図4 右前頭前野背外側部における心理社会的ストレス反応とProteobacteria占有率の関係
うつ病患者で多いProteobacteriaは、ストレスを感じやすい人ほど多いという結果が得られました。

図5 右前頭前野背外側部における心理社会的ストレス反応とFirmicutes占有率の関係
うつ病患者で少ないFirmicutesは、ストレスを感じやすい人ほど少ないという結果が得られました。

<研究背景・目的>

 心理社会的ストレスは、2019年以降新型コロナウイルス感染症の拡大により増加傾向にあります。ストレスの慢性化はうつ病や不安障害などにつながることが知られていますが、ストレスとの関連が特に強いうつ病は年々増加しているものの治療の効果が現れにくく、予防的観点からのアプローチが重要であると考えられています。

 ストレスを感じているときに腹痛など胃腸の不調を感じやすい人が多いように、脳と腸と腸内細菌はお互いに関係が強く、心理社会的ストレスに影響を及ぼすことが知られています。しかし、ストレスに関わる脳機能と腸内細菌に関する研究は、うつ病患者を対象としたものが多く、健常者についてはあまり知られていませんでした。しかし健康な人の間でもストレスの感じ方には個人差があることから、健常者におけるストレスと脳と腸内細菌の関係を検討することは、ストレスに関連のある疾患予防につながると考えました。

 そこで本研究では、うつ病との関連が強い心理社会的ストレスと、それに関わる脳活動について、健康な男性を対象に前頭葉における心理社会的ストレス反応と腸内細菌の関係を検討しました。

 

【用語説明】
※1 心理社会的ストレス:
社会的評価、社会的排除などを含む、社会的脅威に晒された状況で生じるストレス。

※2 腸内細菌:
ヒトや動物の腸内部に生息している細菌。
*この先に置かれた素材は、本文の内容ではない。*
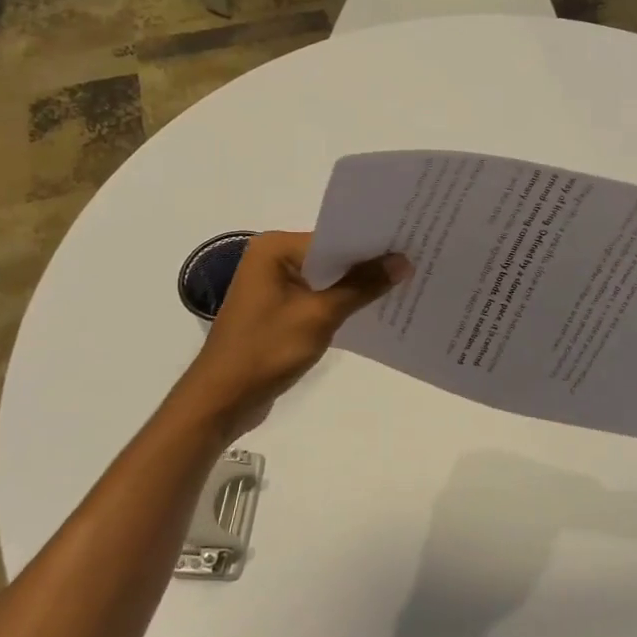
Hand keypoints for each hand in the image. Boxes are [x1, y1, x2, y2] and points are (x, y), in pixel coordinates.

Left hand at [176, 232, 408, 434]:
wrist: (221, 400)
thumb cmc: (266, 349)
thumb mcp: (320, 315)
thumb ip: (362, 286)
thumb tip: (403, 261)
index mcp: (274, 249)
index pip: (333, 237)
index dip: (371, 244)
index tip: (410, 245)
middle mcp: (271, 259)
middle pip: (331, 257)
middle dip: (367, 265)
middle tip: (415, 263)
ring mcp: (273, 286)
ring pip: (326, 279)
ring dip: (356, 287)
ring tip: (403, 286)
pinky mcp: (277, 311)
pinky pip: (317, 299)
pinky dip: (340, 304)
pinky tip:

1,000種類、100兆個の細菌が生息していることが知られている。

※3 光トポグラフィ装置:
光ファイバーを装着したキャップを被り、光を頭皮から照射・検出することによって、痛みや苦痛などなく脳の働きを見ることができる装置。脳活動に伴うヘモグロビン濃度変化を測定する(※4参照)。

※4 酸化ヘモグロビン(oxy-Hb)濃度変化量:
光トポグラフィ装置(※3)による計測は脳の局所ヘモグロビン濃度(Hb)を用いて行う。活動神経近傍の組織では、血液の酸化状態(酸化ヘモグロビン濃度(oxy-Hb)と脱酸化ヘモグロビン濃度(deoxy–Hb)の比率)が変化すると仮定されていることから、この指標は間接的な脳機能の指標として用いられる。

※5 生体信号収録装置:
心電、脳波、筋電などの生体信号を測定できる装置。

※6 右前頭前野背外側部:
心理社会的ストレスによって活動し、ストレス反応における情動処理に重要な領域 (Dedovic et al., 2009)。

※7 前頭極:
ストレス負荷による心拍数や、コルチゾール分泌促進と関係がある脳領域 (Wang et al., 2005)。

※8 右下側頭回/三角部:
ネガティブ状態の処理や制御、主観的経験の処理に関与している脳領域 (Kogler et al., 2015)。

※9 (腸内細菌の)占有率:
特定の腸内細菌が全体の中でどれくらいの割合を占めているかを示す比率。